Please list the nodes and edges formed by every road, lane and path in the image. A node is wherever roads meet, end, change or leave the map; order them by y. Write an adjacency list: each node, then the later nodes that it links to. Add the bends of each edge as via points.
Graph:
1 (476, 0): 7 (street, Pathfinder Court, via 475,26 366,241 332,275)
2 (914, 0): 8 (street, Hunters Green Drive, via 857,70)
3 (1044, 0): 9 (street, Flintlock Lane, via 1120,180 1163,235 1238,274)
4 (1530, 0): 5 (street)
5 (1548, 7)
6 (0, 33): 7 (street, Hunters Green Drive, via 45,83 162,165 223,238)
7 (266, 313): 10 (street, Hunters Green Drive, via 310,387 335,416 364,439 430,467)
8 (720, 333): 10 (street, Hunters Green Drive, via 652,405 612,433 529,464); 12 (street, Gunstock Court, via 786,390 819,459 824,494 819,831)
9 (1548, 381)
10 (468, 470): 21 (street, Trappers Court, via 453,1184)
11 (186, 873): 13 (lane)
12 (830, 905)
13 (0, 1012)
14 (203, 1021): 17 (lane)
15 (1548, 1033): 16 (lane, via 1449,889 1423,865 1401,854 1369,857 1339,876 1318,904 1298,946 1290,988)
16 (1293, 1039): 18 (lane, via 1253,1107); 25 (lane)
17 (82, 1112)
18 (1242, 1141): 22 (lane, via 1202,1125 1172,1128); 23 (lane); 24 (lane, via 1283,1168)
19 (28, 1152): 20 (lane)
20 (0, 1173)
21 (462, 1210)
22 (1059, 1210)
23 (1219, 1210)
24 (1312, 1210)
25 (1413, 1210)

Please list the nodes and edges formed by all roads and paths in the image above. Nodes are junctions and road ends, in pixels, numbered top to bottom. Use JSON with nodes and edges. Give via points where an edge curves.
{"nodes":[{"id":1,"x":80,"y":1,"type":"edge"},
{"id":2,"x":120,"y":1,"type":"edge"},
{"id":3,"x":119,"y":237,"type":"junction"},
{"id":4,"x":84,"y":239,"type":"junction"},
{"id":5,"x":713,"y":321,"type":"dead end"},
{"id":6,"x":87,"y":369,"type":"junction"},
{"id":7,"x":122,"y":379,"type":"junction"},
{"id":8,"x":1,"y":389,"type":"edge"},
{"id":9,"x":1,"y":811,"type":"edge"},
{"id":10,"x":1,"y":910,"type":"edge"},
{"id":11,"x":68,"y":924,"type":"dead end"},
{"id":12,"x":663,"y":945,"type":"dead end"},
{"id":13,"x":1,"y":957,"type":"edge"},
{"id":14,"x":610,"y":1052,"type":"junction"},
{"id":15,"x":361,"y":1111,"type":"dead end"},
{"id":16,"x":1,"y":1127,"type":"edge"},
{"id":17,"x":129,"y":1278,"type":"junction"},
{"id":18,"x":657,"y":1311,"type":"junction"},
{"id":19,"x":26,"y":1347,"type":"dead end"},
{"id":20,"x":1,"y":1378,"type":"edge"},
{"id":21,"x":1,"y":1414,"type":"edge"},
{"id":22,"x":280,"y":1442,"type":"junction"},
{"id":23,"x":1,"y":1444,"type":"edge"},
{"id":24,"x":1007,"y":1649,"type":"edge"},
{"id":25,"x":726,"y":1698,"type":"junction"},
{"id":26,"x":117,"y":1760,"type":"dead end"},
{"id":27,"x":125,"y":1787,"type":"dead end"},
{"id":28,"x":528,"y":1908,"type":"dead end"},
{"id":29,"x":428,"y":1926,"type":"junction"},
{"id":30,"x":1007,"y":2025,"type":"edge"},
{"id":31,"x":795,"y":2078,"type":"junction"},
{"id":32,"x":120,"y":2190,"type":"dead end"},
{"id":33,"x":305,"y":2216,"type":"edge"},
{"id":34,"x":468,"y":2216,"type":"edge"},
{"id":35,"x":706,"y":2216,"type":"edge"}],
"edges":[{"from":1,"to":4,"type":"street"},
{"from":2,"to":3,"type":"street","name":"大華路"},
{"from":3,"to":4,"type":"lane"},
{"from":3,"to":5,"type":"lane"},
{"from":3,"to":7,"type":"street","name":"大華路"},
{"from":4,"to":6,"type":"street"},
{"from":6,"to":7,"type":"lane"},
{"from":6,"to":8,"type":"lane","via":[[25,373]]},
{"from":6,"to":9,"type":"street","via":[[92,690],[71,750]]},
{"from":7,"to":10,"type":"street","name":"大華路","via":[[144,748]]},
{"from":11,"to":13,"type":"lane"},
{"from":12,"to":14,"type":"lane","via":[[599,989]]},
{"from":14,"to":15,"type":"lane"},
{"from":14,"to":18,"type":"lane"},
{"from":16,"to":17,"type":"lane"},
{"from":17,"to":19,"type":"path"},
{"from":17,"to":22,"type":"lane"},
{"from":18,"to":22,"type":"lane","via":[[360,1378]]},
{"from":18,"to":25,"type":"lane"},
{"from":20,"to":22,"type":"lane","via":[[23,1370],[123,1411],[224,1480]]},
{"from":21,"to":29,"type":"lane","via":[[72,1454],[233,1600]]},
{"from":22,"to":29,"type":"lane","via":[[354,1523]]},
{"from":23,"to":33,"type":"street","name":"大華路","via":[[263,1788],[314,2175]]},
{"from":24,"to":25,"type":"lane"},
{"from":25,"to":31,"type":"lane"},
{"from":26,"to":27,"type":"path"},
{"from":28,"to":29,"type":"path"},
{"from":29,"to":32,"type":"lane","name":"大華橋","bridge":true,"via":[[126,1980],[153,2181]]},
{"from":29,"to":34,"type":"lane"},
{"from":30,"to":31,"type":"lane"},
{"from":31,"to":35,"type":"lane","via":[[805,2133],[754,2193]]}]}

● ● ● ●

> **TRY IT**: The full set of entries must be restated exactly, with none omitted.

> **SOLUTION FOR THIS TASK**:
Please list the nodes and edges formed by every road, lane and path in the image. A node is wherever roads meet, end, change or leave the map; order them by y. Write an adjacency list: each node, then the later nodes that it links to. Add the bends of each edge as via points.
Graph:
1 (476, 0): 7 (street, Pathfinder Court, via 475,26 366,241 332,275)
2 (914, 0): 8 (street, Hunters Green Drive, via 857,70)
3 (1044, 0): 9 (street, Flintlock Lane, via 1120,180 1163,235 1238,274)
4 (1530, 0): 5 (street)
5 (1548, 7)
6 (0, 33): 7 (street, Hunters Green Drive, via 45,83 162,165 223,238)
7 (266, 313): 10 (street, Hunters Green Drive, via 310,387 335,416 364,439 430,467)
8 (720, 333): 10 (street, Hunters Green Drive, via 652,405 612,433 529,464); 12 (street, Gunstock Court, via 786,390 819,459 824,494 819,831)
9 (1548, 381)
10 (468, 470): 21 (street, Trappers Court, via 453,1184)
11 (186, 873): 13 (lane)
12 (830, 905)
13 (0, 1012)
14 (203, 1021): 17 (lane)
15 (1548, 1033): 16 (lane, via 1449,889 1423,865 1401,854 1369,857 1339,876 1318,904 1298,946 1290,988)
16 (1293, 1039): 18 (lane, via 1253,1107); 25 (lane)
17 (82, 1112)
18 (1242, 1141): 22 (lane, via 1202,1125 1172,1128); 23 (lane); 24 (lane, via 1283,1168)
19 (28, 1152): 20 (lane)
20 (0, 1173)
21 (462, 1210)
22 (1059, 1210)
23 (1219, 1210)
24 (1312, 1210)
25 (1413, 1210)

Please list the nodes and edges formed by all roads and paths in the image above. Nodes are junctions and road ends, in pixels, numbered top to bottom. Use JSON with nodes and edges. Give via points where an edge curves.
{"nodes":[{"id":1,"x":80,"y":1,"type":"edge"},
{"id":2,"x":120,"y":1,"type":"edge"},
{"id":3,"x":119,"y":237,"type":"junction"},
{"id":4,"x":84,"y":239,"type":"junction"},
{"id":5,"x":713,"y":321,"type":"dead end"},
{"id":6,"x":87,"y":369,"type":"junction"},
{"id":7,"x":122,"y":379,"type":"junction"},
{"id":8,"x":1,"y":389,"type":"edge"},
{"id":9,"x":1,"y":811,"type":"edge"},
{"id":10,"x":1,"y":910,"type":"edge"},
{"id":11,"x":68,"y":924,"type":"dead end"},
{"id":12,"x":663,"y":945,"type":"dead end"},
{"id":13,"x":1,"y":957,"type":"edge"},
{"id":14,"x":610,"y":1052,"type":"junction"},
{"id":15,"x":361,"y":1111,"type":"dead end"},
{"id":16,"x":1,"y":1127,"type":"edge"},
{"id":17,"x":129,"y":1278,"type":"junction"},
{"id":18,"x":657,"y":1311,"type":"junction"},
{"id":19,"x":26,"y":1347,"type":"dead end"},
{"id":20,"x":1,"y":1378,"type":"edge"},
{"id":21,"x":1,"y":1414,"type":"edge"},
{"id":22,"x":280,"y":1442,"type":"junction"},
{"id":23,"x":1,"y":1444,"type":"edge"},
{"id":24,"x":1007,"y":1649,"type":"edge"},
{"id":25,"x":726,"y":1698,"type":"junction"},
{"id":26,"x":117,"y":1760,"type":"dead end"},
{"id":27,"x":125,"y":1787,"type":"dead end"},
{"id":28,"x":528,"y":1908,"type":"dead end"},
{"id":29,"x":428,"y":1926,"type":"junction"},
{"id":30,"x":1007,"y":2025,"type":"edge"},
{"id":31,"x":795,"y":2078,"type":"junction"},
{"id":32,"x":120,"y":2190,"type":"dead end"},
{"id":33,"x":305,"y":2216,"type":"edge"},
{"id":34,"x":468,"y":2216,"type":"edge"},
{"id":35,"x":706,"y":2216,"type":"edge"}],
"edges":[{"from":1,"to":4,"type":"street"},
{"from":2,"to":3,"type":"street","name":"大華路"},
{"from":3,"to":4,"type":"lane"},
{"from":3,"to":5,"type":"lane"},
{"from":3,"to":7,"type":"street","name":"大華路"},
{"from":4,"to":6,"type":"street"},
{"from":6,"to":7,"type":"lane"},
{"from":6,"to":8,"type":"lane","via":[[25,373]]},
{"from":6,"to":9,"type":"street","via":[[92,690],[71,750]]},
{"from":7,"to":10,"type":"street","name":"大華路","via":[[144,748]]},
{"from":11,"to":13,"type":"lane"},
{"from":12,"to":14,"type":"lane","via":[[599,989]]},
{"from":14,"to":15,"type":"lane"},
{"from":14,"to":18,"type":"lane"},
{"from":16,"to":17,"type":"lane"},
{"from":17,"to":19,"type":"path"},
{"from":17,"to":22,"type":"lane"},
{"from":18,"to":22,"type":"lane","via":[[360,1378]]},
{"from":18,"to":25,"type":"lane"},
{"from":20,"to":22,"type":"lane","via":[[23,1370],[123,1411],[224,1480]]},
{"from":21,"to":29,"type":"lane","via":[[72,1454],[233,1600]]},
{"from":22,"to":29,"type":"lane","via":[[354,1523]]},
{"from":23,"to":33,"type":"street","name":"大華路","via":[[263,1788],[314,2175]]},
{"from":24,"to":25,"type":"lane"},
{"from":25,"to":31,"type":"lane"},
{"from":26,"to":27,"type":"path"},
{"from":28,"to":29,"type":"path"},
{"from":29,"to":32,"type":"lane","name":"大華橋","bridge":true,"via":[[126,1980],[153,2181]]},
{"from":29,"to":34,"type":"lane"},
{"from":30,"to":31,"type":"lane"},
{"from":31,"to":35,"type":"lane","via":[[805,2133],[754,2193]]}]}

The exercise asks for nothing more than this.